I hope your response discouraged her and she gave up and decided to let her parents annoy all their co-workers trying to sell whatever cookie products she was peddling. You probably did the kid a favor; it’s not safe for little kids to go door to door selling stuff.

[I thought the Girl Scout Cookie Campaign didn’t start till after the first of the year; maybe it varies according to geographical region. I REALLY hope they aren’t starting this early.]

Personally Una, (I have not read any other replies, only your OP) I don’t think you did anything wrong.

Look, it comes down to this, people use little kids to sell you everything from wrapping paper to cookies, your resources are limited, you were working on the yard and not in the mode to deal with such tripe…give yourself a break.

There is a sign on my front door, no solicitors “do not ring the doorbell” in large letters.

It’s bullshit, little kids should not be out “selling” crap. In my realm, soliciting in any light is bullshit.

You did what you could for that time. Don’t get down on yourself over this…fuck it. Girl Scout or not it qll gets old.

qll = all

Shit

During my ill-spent youth I was a Girl Scout, and received similar replies to my cookie sales pitch on more than one occasion.

That is why I am the monster I am today.

No, really, it didn’t upset me much at all – I remember thinking, “Sheesh, people could at least be polite about it!”, but I didn’t have nightmares or anything.

Heh I sold coupon books once as a kid… i got i think a whole 4 houses before giving up.

As for rudeness, id consider that polite.

Sure anth, but you’re our Cruellest, most Heartless bitch ever!
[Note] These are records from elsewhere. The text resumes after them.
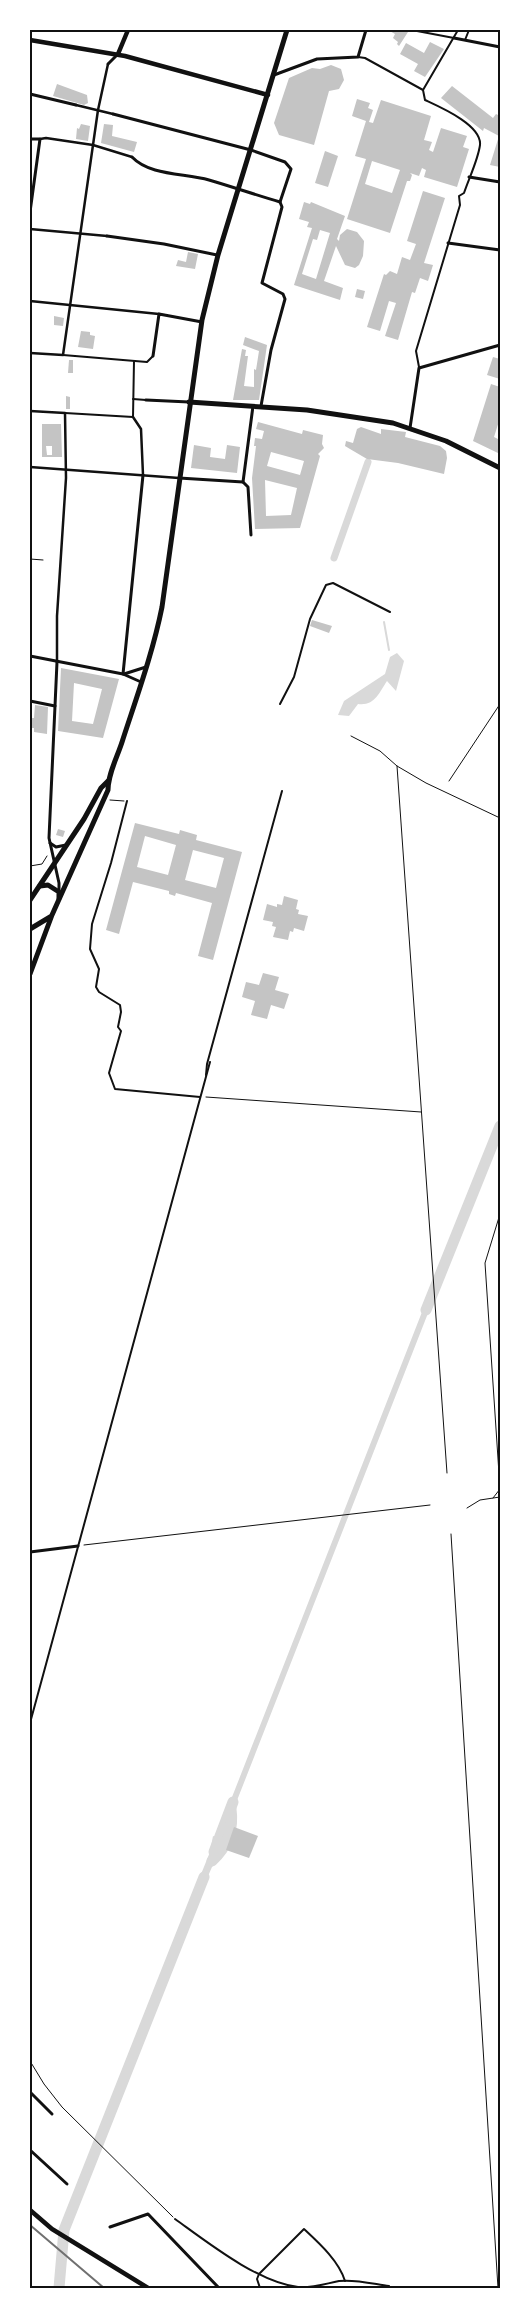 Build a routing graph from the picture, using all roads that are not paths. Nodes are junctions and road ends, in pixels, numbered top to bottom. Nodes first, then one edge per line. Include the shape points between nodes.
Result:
1 (128, 30) edge
2 (287, 30) edge
3 (366, 30) edge
4 (458, 30) edge
5 (469, 30) edge
6 (417, 31) edge
7 (454, 38) junction
8 (30, 40) edge
9 (465, 40) junction
10 (500, 46) edge
11 (118, 54) junction
12 (358, 57) junction
13 (108, 64) joint
14 (274, 75) junction
15 (423, 90) junction
16 (30, 94) edge
17 (268, 95) junction
18 (76, 105) joint
19 (98, 110) junction
20 (113, 114) joint
21 (30, 139) edge
22 (40, 139) junction
23 (93, 145) junction
24 (251, 150) junction
25 (132, 157) joint
26 (469, 177) junction
27 (500, 182) edge
28 (238, 189) junction
29 (280, 202) junction
30 (30, 212) edge
31 (30, 229) edge
32 (79, 234) junction
33 (107, 236) joint
34 (448, 243) junction
35 (500, 250) edge
36 (218, 256) junction
37 (30, 300) edge
38 (70, 304) junction
39 (158, 314) junction
40 (202, 322) junction
41 (500, 346) edge
42 (30, 353) edge
43 (64, 356) junction
44 (153, 356) joint
45 (134, 361) junction
46 (419, 368) junction
47 (133, 399) junction
48 (146, 400) joint
49 (189, 402) junction
50 (253, 406) junction
51 (261, 406) junction
52 (30, 411) edge
53 (65, 413) junction
54 (133, 417) junction
55 (410, 428) junction
56 (30, 467) edge
57 (500, 468) edge
58 (66, 471) junction
59 (143, 475) junction
60 (179, 478) junction
61 (243, 482) junction
62 (250, 535) dead end
63 (390, 612) dead end
64 (30, 656) edge
65 (57, 662) junction
66 (146, 667) junction
67 (123, 674) junction
68 (141, 682) junction
69 (30, 701) edge
70 (280, 704) dead end
71 (55, 706) junction
72 (108, 781) junction
73 (282, 791) dead end
74 (127, 801) road end
75 (50, 843) junction
76 (67, 845) junction
77 (55, 864) junction
78 (40, 886) junction
79 (59, 892) junction
80 (30, 900) edge
81 (58, 901) junction
82 (52, 915) junction
83 (30, 930) edge
84 (30, 974) edge
85 (200, 1097) junction
86 (78, 1546) junction
87 (30, 1552) edge
88 (30, 1723) edge
89 (30, 2092) edge
90 (52, 2114) dead end
91 (30, 2150) edge
92 (67, 2184) dead end
93 (30, 2210) edge
94 (175, 2219) road end
95 (110, 2226) dead end
96 (258, 2274) junction
97 (345, 2281) junction
98 (389, 2286) dead end
99 (148, 2288) edge
100 (219, 2288) edge
101 (260, 2288) edge

1 - 11 street
2 - 14 main road
3 - 12 street
4 - 7 lane
5 - 9 lane
6 - 7 lane
7 - 9 street
7 - 15 lane
8 - 11 street
9 - 10 street
11 - 13 street
11 - 17 street
12 - 14 street via 317,59
12 - 15 lane
13 - 19 street
14 - 17 main road
15 - 26 lane via 426,100 447,109 479,137 480,146
16 - 18 street
17 - 24 main road
18 - 19 street
19 - 20 street
19 - 23 street
20 - 24 street
21 - 22 street
22 - 23 street
22 - 30 street
23 - 25 street
23 - 32 street
24 - 28 main road
24 - 29 street via 286,162 292,169
25 - 28 street via 138,163 156,169
26 - 27 street
26 - 34 lane via 464,193 459,196 460,205
28 - 29 street
28 - 36 main road
29 - 51 street via 282,206 262,284 283,294 286,299 271,350
31 - 32 street
32 - 33 street
32 - 38 street
33 - 36 street
34 - 35 street
34 - 46 lane via 416,351
36 - 40 main road
37 - 38 street
38 - 39 street
38 - 43 street
39 - 40 street
39 - 44 street
40 - 49 main road
41 - 46 street
42 - 43 street
43 - 45 lane
44 - 45 lane via 147,362
45 - 47 lane
46 - 55 street
47 - 48 lane
47 - 54 lane
48 - 49 street
49 - 50 main road
49 - 60 main road
50 - 51 main road
50 - 61 street
51 - 55 main road via 337,414
52 - 53 street
53 - 54 lane
53 - 58 street
54 - 59 street via 141,430
55 - 57 main road via 446,441
56 - 58 street
58 - 59 street
58 - 65 street
59 - 60 street
59 - 67 street
60 - 61 street
60 - 66 main road via 162,607
61 - 62 street via 248,487
63 - 70 lane via 333,583 326,585 310,619 294,676
64 - 65 street
65 - 67 street
65 - 71 street
66 - 67 street
66 - 68 main road
67 - 68 street
68 - 72 main road
69 - 71 street
71 - 75 street
72 - 76 main road
72 - 81 main road via 106,795
73 - 85 lane
74 - 85 lane via 92,924 90,949 98,969 96,987 120,1005 118,1026 121,1031 109,1073 115,1089
75 - 76 street via 56,847
75 - 77 street
76 - 77 main road
77 - 78 main road
77 - 79 street
78 - 79 main road via 48,885
78 - 80 main road
79 - 81 main road
81 - 82 main road
82 - 83 main road
82 - 84 main road
85 - 86 lane
86 - 87 street
86 - 88 lane
89 - 90 street
91 - 92 street
93 - 99 street via 52,2229
94 - 96 lane
95 - 100 street via 148,2214
96 - 97 lane via 297,2287 319,2288
96 - 97 lane via 304,2229 322,2247
96 - 101 lane
97 - 98 lane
Hey anth - I’m a cashier at a grocery store and I get curt responses from every other customer at least. Don’t worry, much like me, the little girl was probably shocked for a few minutes, but quickly got over it as she relayed the story to her little buddies in the troop (in my case, my coworkers). You gave her and her friends an object of ridicule for at least a few days. When you start to feel guilty just imagine the gleeful little expressions on their rosy faces as they relay, giggling hysterically, the story of the disgruntled Brownie-hating diabetic at their next few meetings. :smiley:

~Lauren

Won’t Exculpate Your Diabolical Evil. Into the mud, scum queen!
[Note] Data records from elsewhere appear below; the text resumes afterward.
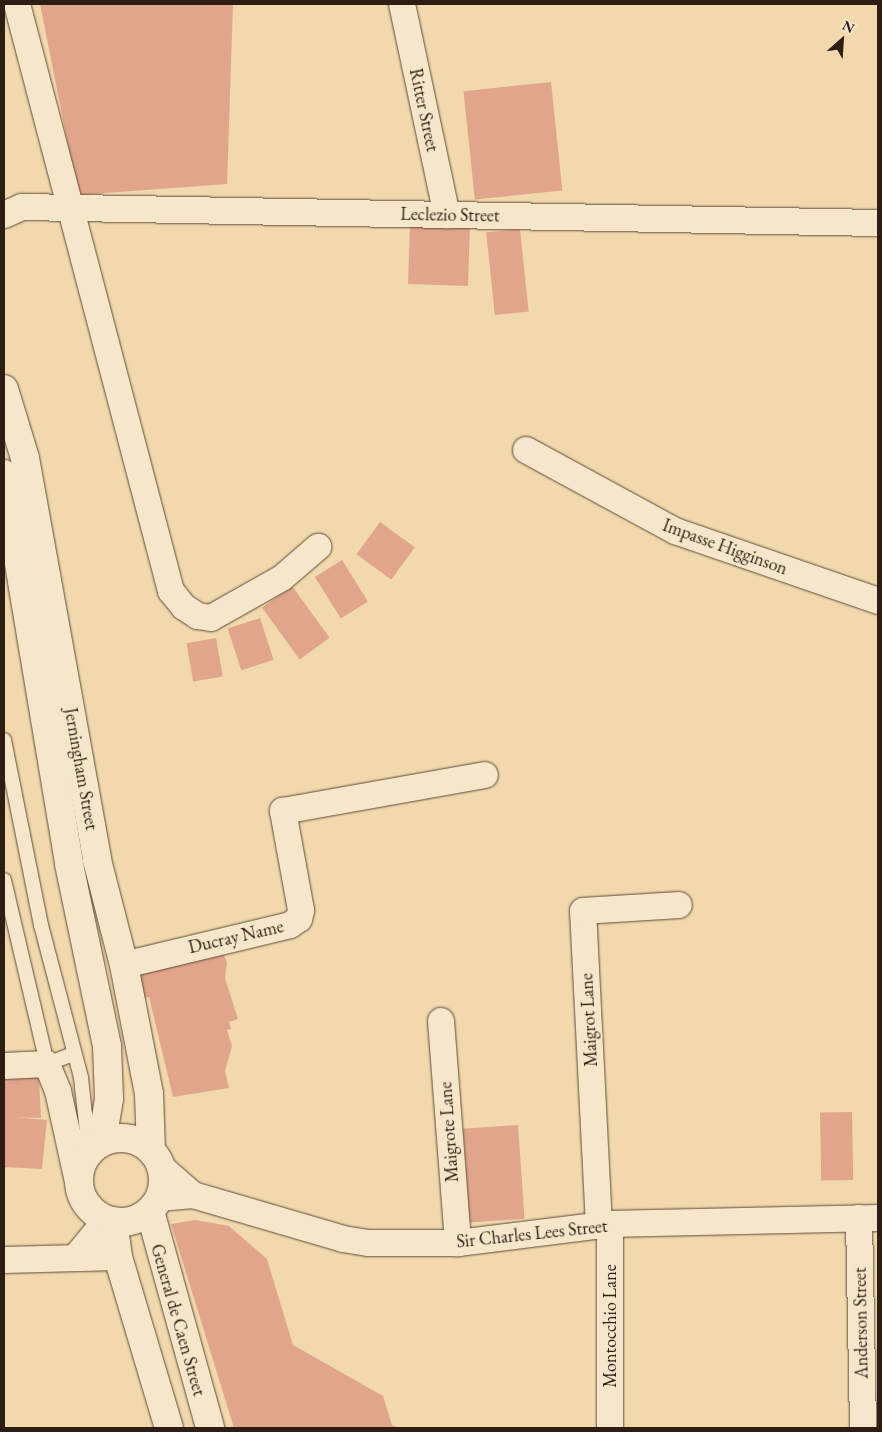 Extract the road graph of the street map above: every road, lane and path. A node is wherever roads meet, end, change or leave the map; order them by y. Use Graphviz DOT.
graph roads {
  1 [pos="17,4"];
  2 [pos="402,4"];
  3 [pos="71,208"];
  4 [pos="13,211"];
  5 [pos="447,215"];
  6 [pos="878,223"];
  7 [pos="4,389"];
  8 [pos="526,450"];
  9 [pos="4,474"];
  10 [pos="318,547"];
  11 [pos="878,601"];
  12 [pos="4,740"];
  13 [pos="486,775"];
  14 [pos="4,880"];
  15 [pos="679,905"];
  16 [pos="124,965"];
  17 [pos="441,1021"];
  18 [pos="73,1054"];
  19 [pos="47,1064"];
  20 [pos="4,1066"];
  21 [pos="96,1146"];
  22 [pos="156,1159"];
  23 [pos="78,1182"];
  24 [pos="193,1195"];
  25 [pos="154,1204"];
  26 [pos="869,1218"];
  27 [pos="110,1220"];
  28 [pos="604,1225"];
  29 [pos="458,1243"];
  30 [pos="118,1257"];
  31 [pos="75,1258"];
  32 [pos="4,1260"];
  33 [pos="169,1428"];
  34 [pos="210,1428"];
  35 [pos="610,1428"];
  36 [pos="864,1428"];
  1 -- 3 [label="street"];
  2 -- 5 [label="street, Ritter Street"];
  3 -- 4 [label="street, Leclezio Street"];
  3 -- 5 [label="street, Leclezio Street"];
  3 -- 10 [label="street"];
  5 -- 6 [label="street, Leclezio Street"];
  7 -- 16 [label="street, Jerningham Street"];
  8 -- 11 [label="street, Impasse Higginson"];
  9 -- 21 [label="street, Jerningham Street"];
  12 -- 18 [label="lane"];
  13 -- 16 [label="street, Ducray Name"];
  14 -- 19 [label="lane"];
  15 -- 28 [label="street, Maigrot Lane"];
  16 -- 22 [label="street, Jerningham Street"];
  17 -- 29 [label="street, Maigrote Lane"];
  18 -- 19 [label="lane"];
  18 -- 21 [label="lane"];
  19 -- 20 [label="street"];
  19 -- 23 [label="street"];
  21 -- 22 [label="street"];
  21 -- 23 [label="street"];
  22 -- 24 [label="street, Sir Charles Lees Street"];
  22 -- 25 [label="street"];
  23 -- 27 [label="street"];
  24 -- 25 [label="street, Sir Charles Lees Street"];
  24 -- 29 [label="street, Sir Charles Lees Street"];
  25 -- 27 [label="street"];
  25 -- 34 [label="street, General de Caen Street"];
  26 -- 28 [label="street, Sir Charles Lees Street"];
  26 -- 36 [label="street, Anderson Street"];
  27 -- 30 [label="street"];
  27 -- 31 [label="street"];
  28 -- 29 [label="street, Sir Charles Lees Street"];
  28 -- 35 [label="street, Montocchio Lane"];
  30 -- 31 [label="street"];
  30 -- 33 [label="street"];
  31 -- 32 [label="street"];
}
(dunno what # we’re up to): “Look, if your parents want to train you to be a happy little knot-tying conformist that’s fine. But they can pay for it themselves. Leave the moral-blackmail technique at home - using children to raise money is as despicable as taking hostages to make your point.”
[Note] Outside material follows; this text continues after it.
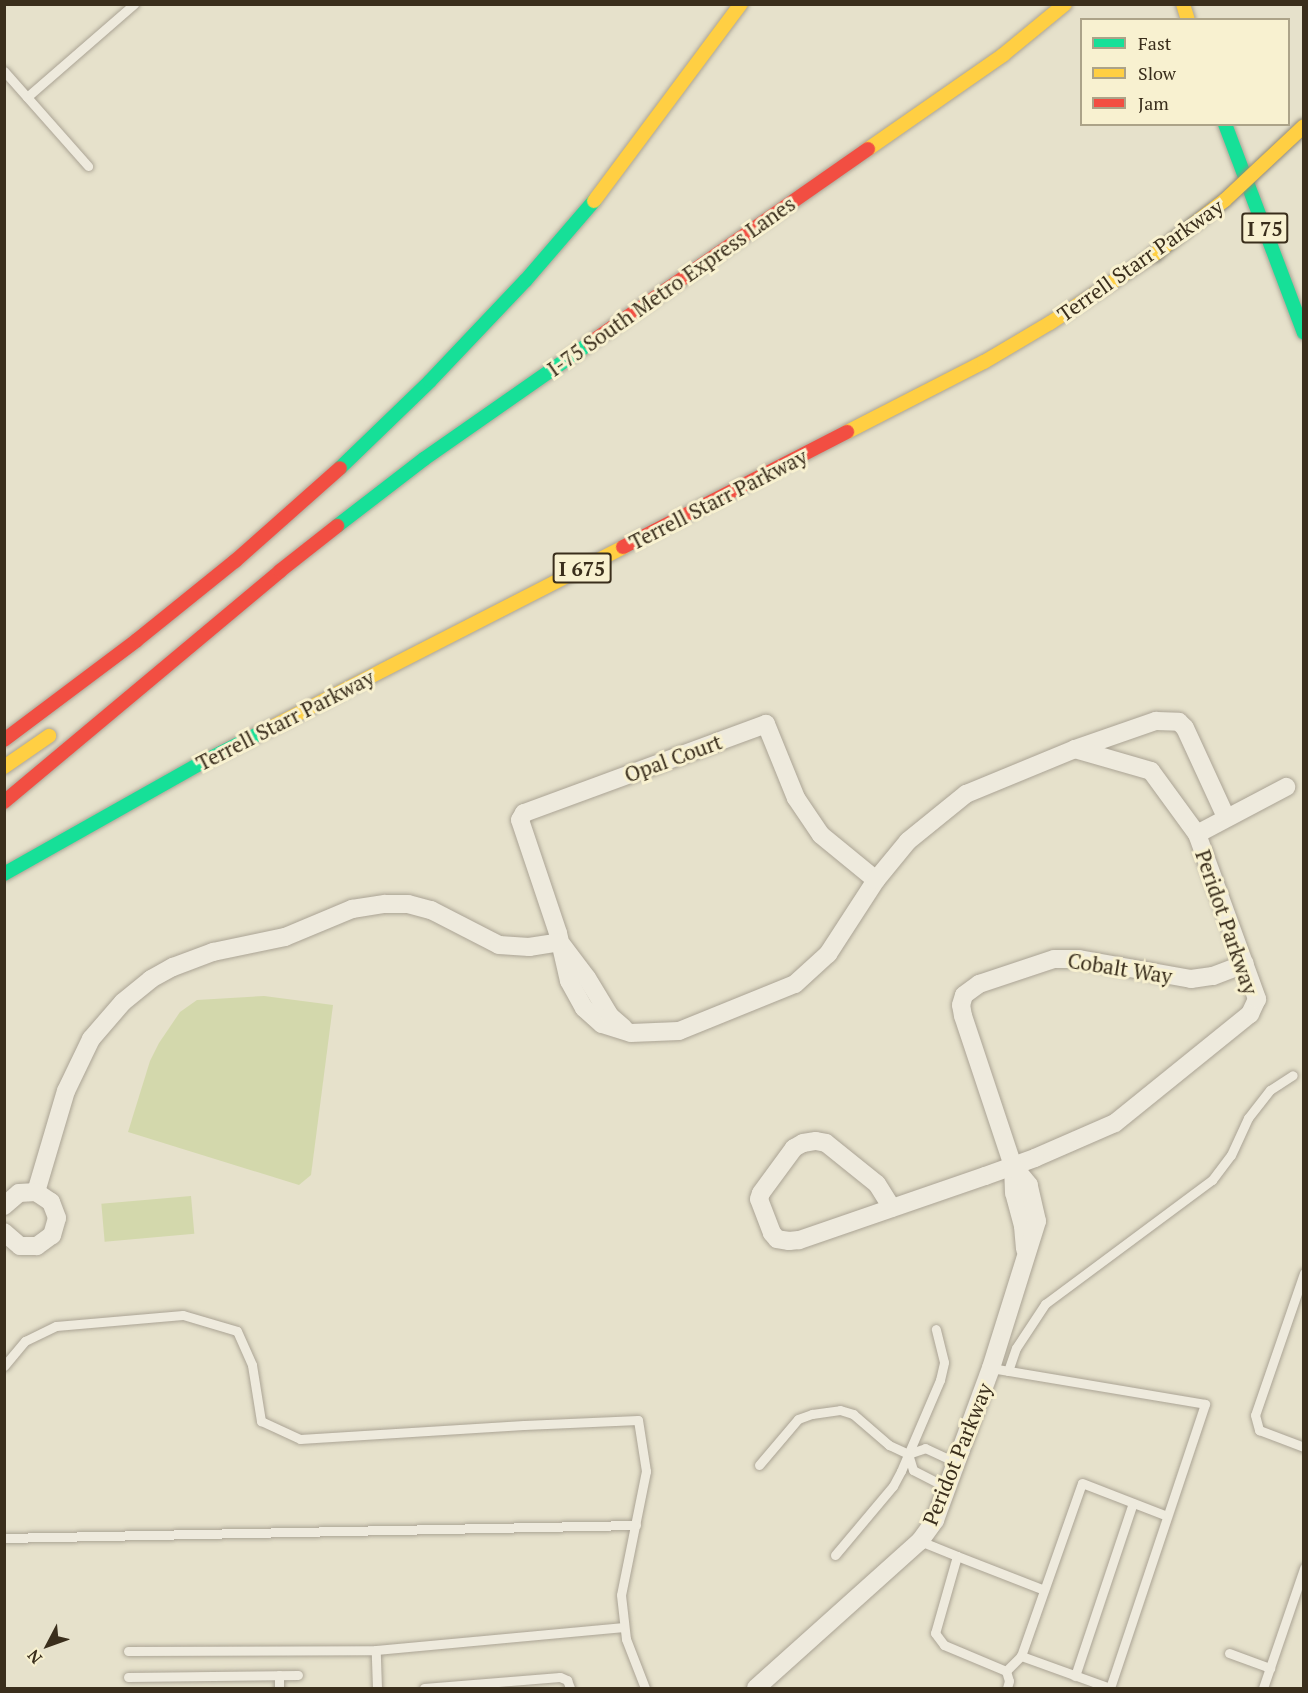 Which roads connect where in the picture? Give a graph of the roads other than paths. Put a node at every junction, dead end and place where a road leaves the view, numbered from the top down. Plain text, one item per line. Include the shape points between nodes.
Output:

-1. “Buy this, Whore!” before powerbombing the girlscout onto the bonnet of your car.

Anthracite

It was rude, but your heart is in the right place. If you want to, call the local Girl Scout Council’s office to have them contact the troop in your area. Just let them know that you do want to purchase some cookies. If they have cookies available, they’ll round them up for you.

You’re not the worst. Some of the posters have been tripping over themselves to demonstrate that point.

At least, I hope that’s the case.

[QUOTE]
*Originally posted by Osip *
**

Good idea - I should have thought of that. D’oh!

And everyone - thanks a lot, you all showed me that things could have been worse. And that a lot of you have diabolically evil minds… Anyhow, maybe it’s hard to convey adequately, but I did honestly feel like I had been really mean. I guess I wasn’t that bad, and in the future I will be much kinder to the little ones selling things.

Anthracite
Registered: Mar 2000
Posts: 1565

Evidence that anthracite is the slow-burning sort of coal. :wink:

-2. Hold the leaf-blower with the handle out and offer it to the little girl, saying, “Here, why don’t you take this so you can BLOW ME!”

(And I can’t believe no one said it first…)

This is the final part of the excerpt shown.